第4話

「アリス、おい、朝だぞ」

「そふぃあ~、あと十分寝させて……」

「は? 俺はルカだ」

「るか……ルカさん⁉」

 ここはヨーク家じゃないよアリス! 何言ってるの!

「ルカさんっ! おはようございますっ!」

「ああ、おはよう。体調はもういいか?」

 寝言を言ってたのはスルーしてくれるみたい。感謝。

「はい、もう結構元気です!」

「それは良かった。朝食ができているから、着替えたら下に降りて来てくれ」

「わかりました!」

 そして、ルカさんは部屋を出ていった。

「ルカさんかっこいいなぁ。私だけにやさしくしてくれればいいのに……」

 いや、何言ってるの私。恩人にそんな感情もっちゃダメよ。そう言い聞かせ、着替えを始めた。



「アリス様。おはようございます」

 下に降りると、使用人の方々が挨拶をしてくれた。お客様なんてなったことがないので、変に緊張する。

「お、おはようございますっ」

「アリス、こっちだ」

 ルカさんがもう座って待っている。そちらに行くと、もう朝食が用意されていた。

「うわー! すごいおいしそう」

 ふわっふわのオムレツに、こんがり焼かれたパン。あと季節のフルーツがヨーグルトの上にたっぷりとのっている。

「いただきます!」

 声をそろえて言う。オムレツはもうほんとにふわふわでおいしい。あと、ヨーグルトの上のフルーツがフレッシュかつ甘くておいしい。

「ルカさん、とってもおいしいです」

「それはよかった」

 黙々と食べていると、ふいにルカさんが口を開いた。

「なあ、なんであそこで寝ていたか、聞いてもいいか?」

 私は食べる手を止めてルカさんを見る。

「お前はテーブルマナーもしっかりしているし、服の生地は上等なものだった。貴族なのではないか?」

「話せば長くなるかもしれませんが、よろしいですか?」

「ああ。かまわない」

 そして、私は両親のこと、ヨーク家での生活のこと、そして、なぜあそこで寝ていたかを話した。ルカさんは表情を変えず、真剣に聞いてくれた。すべて話し終えると、彼は口を開いた。

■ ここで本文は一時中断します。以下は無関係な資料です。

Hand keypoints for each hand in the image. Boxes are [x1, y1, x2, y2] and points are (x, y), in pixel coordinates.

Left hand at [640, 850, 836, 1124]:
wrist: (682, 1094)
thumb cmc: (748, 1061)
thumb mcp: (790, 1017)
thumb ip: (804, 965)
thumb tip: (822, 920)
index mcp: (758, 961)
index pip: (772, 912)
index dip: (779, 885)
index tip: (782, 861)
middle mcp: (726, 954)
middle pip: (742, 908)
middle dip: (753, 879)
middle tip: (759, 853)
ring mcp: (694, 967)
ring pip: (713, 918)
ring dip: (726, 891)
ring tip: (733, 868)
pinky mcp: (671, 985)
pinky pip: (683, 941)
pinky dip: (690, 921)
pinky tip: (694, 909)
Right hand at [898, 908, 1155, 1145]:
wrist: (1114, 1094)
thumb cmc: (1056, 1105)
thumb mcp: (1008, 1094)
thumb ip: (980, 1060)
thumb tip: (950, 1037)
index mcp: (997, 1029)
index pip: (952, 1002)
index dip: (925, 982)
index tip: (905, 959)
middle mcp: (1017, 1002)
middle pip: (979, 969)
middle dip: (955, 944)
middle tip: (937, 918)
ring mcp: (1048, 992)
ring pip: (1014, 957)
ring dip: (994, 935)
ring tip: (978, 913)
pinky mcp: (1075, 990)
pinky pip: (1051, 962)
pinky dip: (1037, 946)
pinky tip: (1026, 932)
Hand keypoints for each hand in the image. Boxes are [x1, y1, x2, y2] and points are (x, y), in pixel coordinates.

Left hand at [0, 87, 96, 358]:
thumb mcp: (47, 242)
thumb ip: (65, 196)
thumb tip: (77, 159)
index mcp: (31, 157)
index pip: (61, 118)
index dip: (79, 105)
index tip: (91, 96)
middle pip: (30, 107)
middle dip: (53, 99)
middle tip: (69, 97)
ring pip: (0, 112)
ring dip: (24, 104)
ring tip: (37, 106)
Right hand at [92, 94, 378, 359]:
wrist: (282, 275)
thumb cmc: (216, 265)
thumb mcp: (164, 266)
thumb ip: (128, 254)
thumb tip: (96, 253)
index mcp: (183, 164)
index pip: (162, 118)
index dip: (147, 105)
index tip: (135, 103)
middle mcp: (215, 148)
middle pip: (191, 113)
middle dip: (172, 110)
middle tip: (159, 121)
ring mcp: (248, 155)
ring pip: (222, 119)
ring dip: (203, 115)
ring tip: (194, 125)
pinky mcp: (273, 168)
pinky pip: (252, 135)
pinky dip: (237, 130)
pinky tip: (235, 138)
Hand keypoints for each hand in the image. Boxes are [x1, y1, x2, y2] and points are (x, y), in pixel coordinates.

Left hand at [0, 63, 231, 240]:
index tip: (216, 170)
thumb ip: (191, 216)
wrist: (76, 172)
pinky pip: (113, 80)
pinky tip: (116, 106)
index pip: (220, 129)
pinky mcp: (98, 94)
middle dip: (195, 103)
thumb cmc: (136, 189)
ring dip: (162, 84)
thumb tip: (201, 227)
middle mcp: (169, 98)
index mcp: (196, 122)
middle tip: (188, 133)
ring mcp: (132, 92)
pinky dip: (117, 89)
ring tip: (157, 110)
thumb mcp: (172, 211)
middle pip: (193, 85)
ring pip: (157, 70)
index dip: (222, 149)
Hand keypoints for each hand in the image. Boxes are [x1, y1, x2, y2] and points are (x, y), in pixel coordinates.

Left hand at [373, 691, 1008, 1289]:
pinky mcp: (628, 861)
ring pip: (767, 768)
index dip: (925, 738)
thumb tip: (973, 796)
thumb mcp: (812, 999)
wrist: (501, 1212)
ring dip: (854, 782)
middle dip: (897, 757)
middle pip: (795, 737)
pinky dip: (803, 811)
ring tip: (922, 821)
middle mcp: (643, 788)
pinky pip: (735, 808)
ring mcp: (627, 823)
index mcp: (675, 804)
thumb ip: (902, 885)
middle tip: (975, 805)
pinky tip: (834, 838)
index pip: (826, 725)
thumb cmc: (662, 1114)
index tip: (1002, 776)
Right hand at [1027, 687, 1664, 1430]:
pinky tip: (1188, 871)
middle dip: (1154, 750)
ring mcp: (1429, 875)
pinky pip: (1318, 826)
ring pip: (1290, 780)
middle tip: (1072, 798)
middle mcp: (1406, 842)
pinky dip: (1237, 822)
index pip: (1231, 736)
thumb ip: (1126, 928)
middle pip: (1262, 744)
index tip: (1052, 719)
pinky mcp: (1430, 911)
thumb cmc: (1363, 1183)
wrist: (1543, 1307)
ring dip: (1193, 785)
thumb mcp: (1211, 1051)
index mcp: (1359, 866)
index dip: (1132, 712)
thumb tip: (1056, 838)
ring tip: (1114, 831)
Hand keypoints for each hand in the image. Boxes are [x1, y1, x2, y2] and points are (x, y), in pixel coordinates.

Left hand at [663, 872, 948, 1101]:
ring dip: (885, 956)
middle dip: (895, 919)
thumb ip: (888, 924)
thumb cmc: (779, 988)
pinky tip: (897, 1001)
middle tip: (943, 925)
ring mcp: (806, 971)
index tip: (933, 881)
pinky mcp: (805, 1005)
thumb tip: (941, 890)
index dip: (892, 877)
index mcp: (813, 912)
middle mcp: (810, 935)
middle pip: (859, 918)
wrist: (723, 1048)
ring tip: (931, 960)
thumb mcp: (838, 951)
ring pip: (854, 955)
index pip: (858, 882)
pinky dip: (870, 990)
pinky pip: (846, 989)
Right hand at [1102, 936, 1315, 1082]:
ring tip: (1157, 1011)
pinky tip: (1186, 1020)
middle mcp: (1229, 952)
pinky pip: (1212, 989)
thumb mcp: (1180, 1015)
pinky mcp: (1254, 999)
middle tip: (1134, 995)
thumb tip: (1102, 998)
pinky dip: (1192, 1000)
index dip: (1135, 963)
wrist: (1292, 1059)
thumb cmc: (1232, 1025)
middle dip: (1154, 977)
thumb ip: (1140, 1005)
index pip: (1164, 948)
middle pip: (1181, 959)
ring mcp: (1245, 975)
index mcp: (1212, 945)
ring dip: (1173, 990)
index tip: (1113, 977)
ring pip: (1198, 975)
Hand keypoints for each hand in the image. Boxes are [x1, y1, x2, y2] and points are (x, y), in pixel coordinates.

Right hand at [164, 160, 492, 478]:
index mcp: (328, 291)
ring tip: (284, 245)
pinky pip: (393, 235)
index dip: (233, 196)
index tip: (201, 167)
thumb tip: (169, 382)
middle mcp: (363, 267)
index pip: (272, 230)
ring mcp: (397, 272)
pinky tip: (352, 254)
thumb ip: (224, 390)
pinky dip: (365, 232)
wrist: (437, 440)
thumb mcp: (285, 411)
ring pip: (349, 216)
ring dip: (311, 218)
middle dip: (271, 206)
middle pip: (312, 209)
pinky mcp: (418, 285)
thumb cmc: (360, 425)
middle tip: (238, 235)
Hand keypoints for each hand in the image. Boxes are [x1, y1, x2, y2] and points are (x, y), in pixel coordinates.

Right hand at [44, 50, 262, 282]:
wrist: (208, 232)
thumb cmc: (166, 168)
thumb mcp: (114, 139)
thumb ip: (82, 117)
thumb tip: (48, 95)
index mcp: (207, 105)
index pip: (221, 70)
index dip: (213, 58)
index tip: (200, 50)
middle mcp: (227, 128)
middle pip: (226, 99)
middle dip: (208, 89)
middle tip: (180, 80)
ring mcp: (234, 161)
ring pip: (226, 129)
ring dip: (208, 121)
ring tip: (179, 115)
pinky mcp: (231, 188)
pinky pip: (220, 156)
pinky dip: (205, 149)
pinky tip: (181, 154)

「大変だったな。ライナス・ヨークさんは俺の所属している部隊の隊長だ。そういえばライナスさんが、『娘が家を出て暮らすことになった』とこの前騒いでいたが、まさかアリスのことだったとはな」

 お父様……そんなこと言ってたなんて恥ずかしい……。

「父は少々過保護なので……」

 彼は納得した表情でうなずいた。

「そういえば、仕事はあるのか?」

「えーっと、それがないんですよね……」

 そう。これが今一番の問題だ。今は冬で、稼ぎは少ない時期。そんな時に働く人を募集するお店は少ない。

「じゃあ、軍で働くのはどうだ?」

「へっ?」

「最近、料理や清掃などをしてくれていた人が辞めてしまってな。急ぎで募集しようと話していたところなんだが……」

「やります!」

 即答した。さすがに即決すると思ってなかったようで、ルカさんは驚いている。

「わ、わかった。伝えておく」

「ありがとうございます!」

 朝食を終え、自室に思ってから私はふと思う。

 軍で働きたいのではなく、ルカさんと少しでも一緒にいたくて、即決したんじゃない……?

「いやいやいや、そんなことないよね」

 でもそう思ってしまう自分がいて、その日はルカさんのことばかり考えて過ごしてしまった。